WORK ITEM
Leaving out the images, return the data below exactly as it is written.

DATASET RECORDS
══════

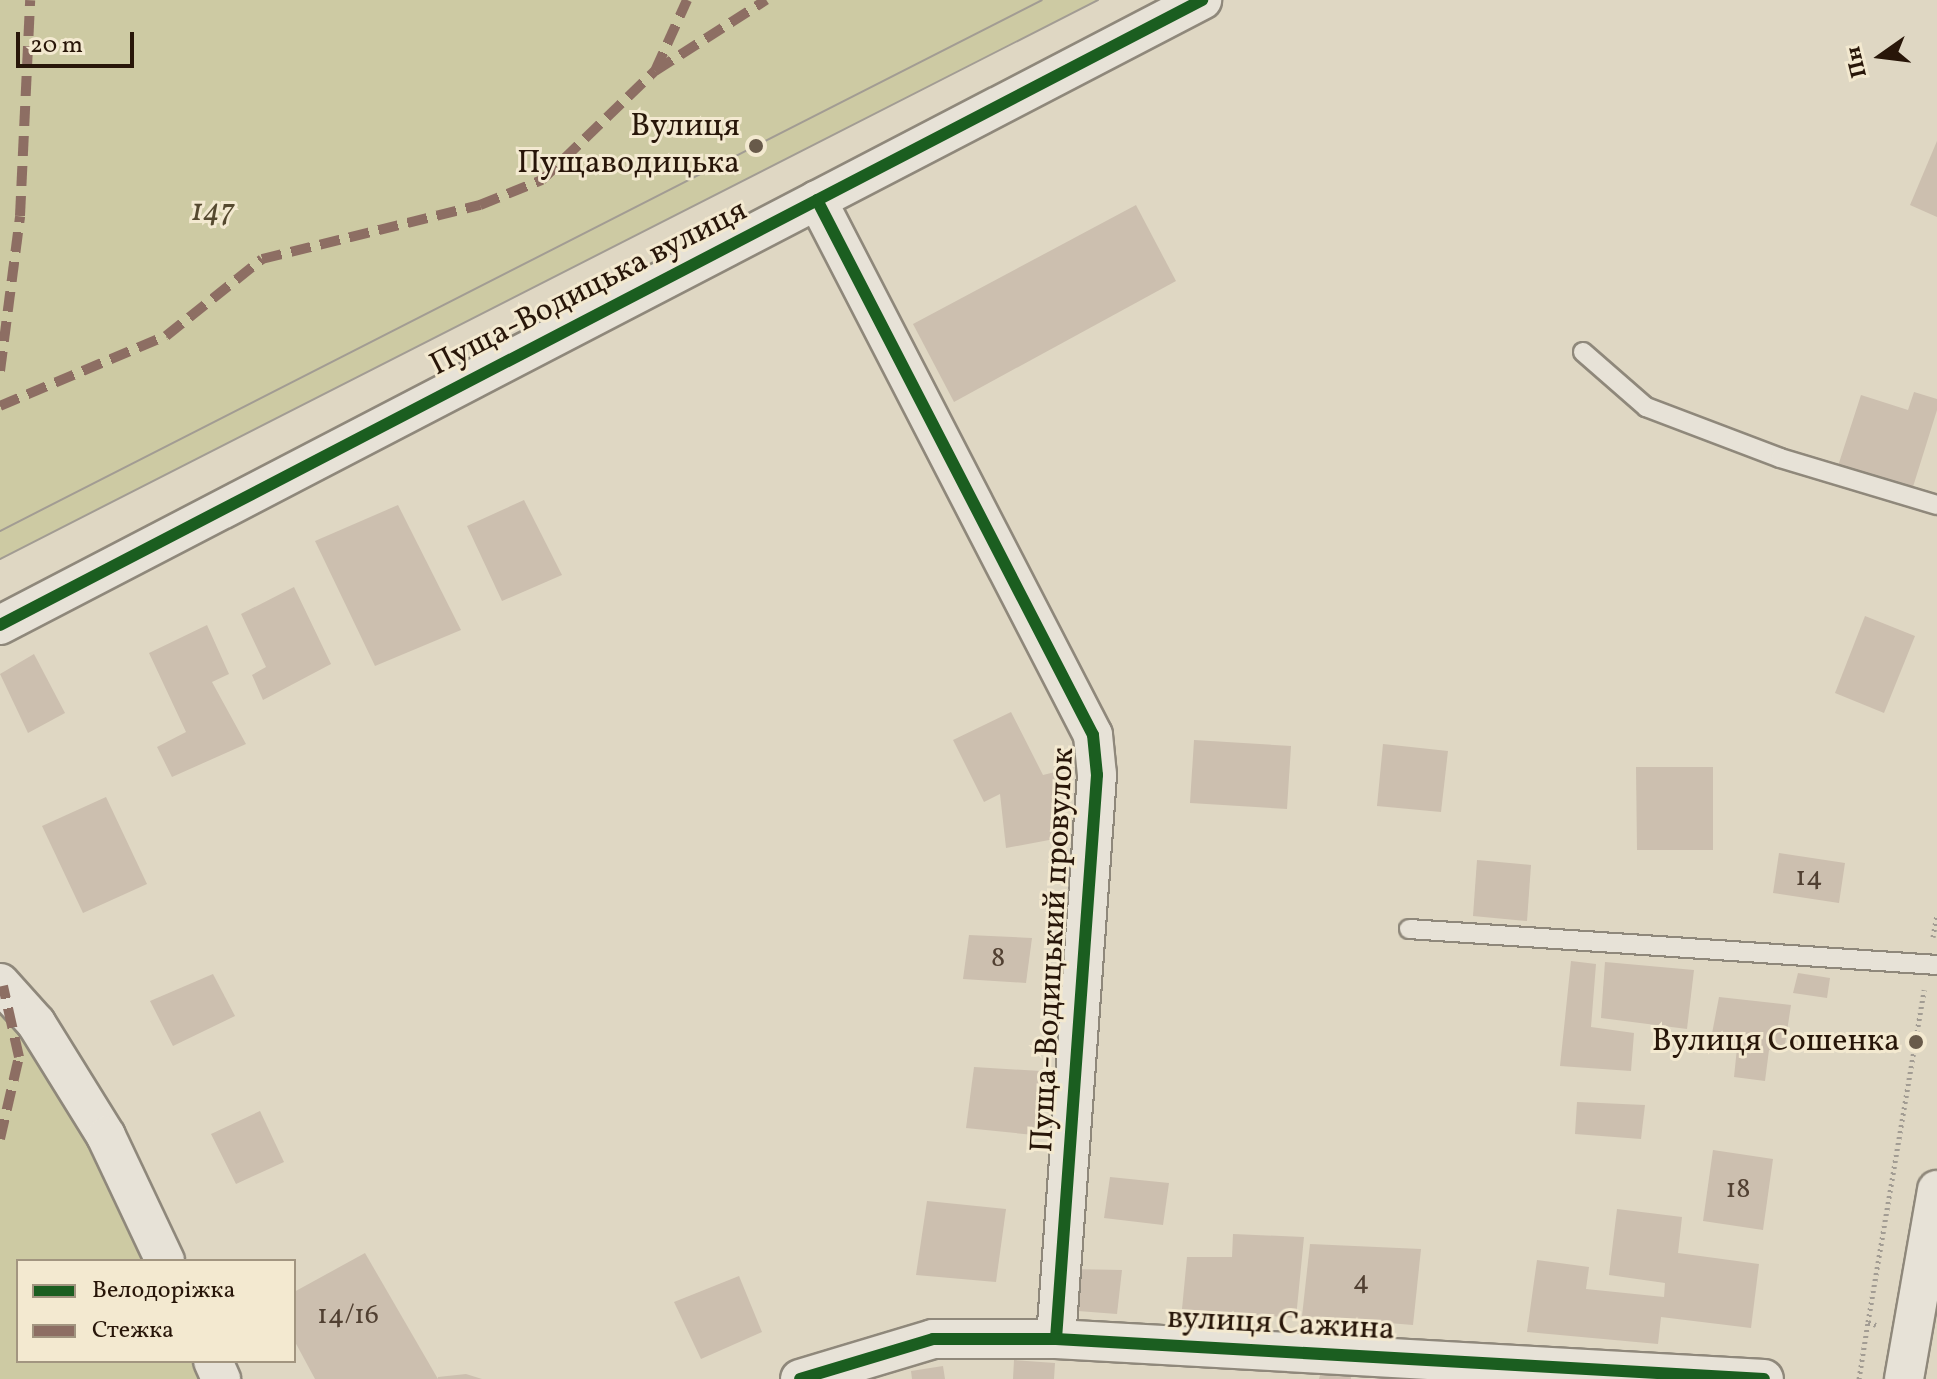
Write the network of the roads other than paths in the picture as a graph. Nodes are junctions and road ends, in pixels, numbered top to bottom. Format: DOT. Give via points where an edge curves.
graph roads {
  1 [pos="1202,0"];
  2 [pos="817,200"];
  3 [pos="1583,352"];
  4 [pos="1937,505"];
  5 [pos="0,625"];
  6 [pos="1409,929"];
  7 [pos="1932,965"];
  8 [pos="0,983"];
  9 [pos="1937,1190"];
  10 [pos="164,1259"];
  11 [pos="1056,1339"];
  12 [pos="800,1379"];
  13 [pos="1764,1379"];
  14 [pos="1904,1379"];
  1 -- 2 [label="street, Пуща-Водицька вулиця"];
  2 -- 5 [label="street, Пуща-Водицька вулиця"];
  2 -- 11 [label="street, Пуща-Водицький провулок" via="1093,735 1097,775"];
  3 -- 4 [label="lane" via="1646,407 1780,458"];
  6 -- 7 [label="lane"];
  8 -- 10 [label="street" via="36,1023 106,1136"];
  9 -- 14 [label="street"];
  11 -- 12 [label="street, вулиця Сажина" via="933,1339"];
  11 -- 13 [label="street, вулиця Сажина"];
}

══════

COMPLETED TASK
Write the network of the roads other than paths in the picture as a graph. Nodes are junctions and road ends, in pixels, numbered top to bottom. Format: DOT. Give via points where an edge curves.
graph roads {
  1 [pos="1202,0"];
  2 [pos="817,200"];
  3 [pos="1583,352"];
  4 [pos="1937,505"];
  5 [pos="0,625"];
  6 [pos="1409,929"];
  7 [pos="1932,965"];
  8 [pos="0,983"];
  9 [pos="1937,1190"];
  10 [pos="164,1259"];
  11 [pos="1056,1339"];
  12 [pos="800,1379"];
  13 [pos="1764,1379"];
  14 [pos="1904,1379"];
  1 -- 2 [label="street, Пуща-Водицька вулиця"];
  2 -- 5 [label="street, Пуща-Водицька вулиця"];
  2 -- 11 [label="street, Пуща-Водицький провулок" via="1093,735 1097,775"];
  3 -- 4 [label="lane" via="1646,407 1780,458"];
  6 -- 7 [label="lane"];
  8 -- 10 [label="street" via="36,1023 106,1136"];
  9 -- 14 [label="street"];
  11 -- 12 [label="street, вулиця Сажина" via="933,1339"];
  11 -- 13 [label="street, вулиця Сажина"];
}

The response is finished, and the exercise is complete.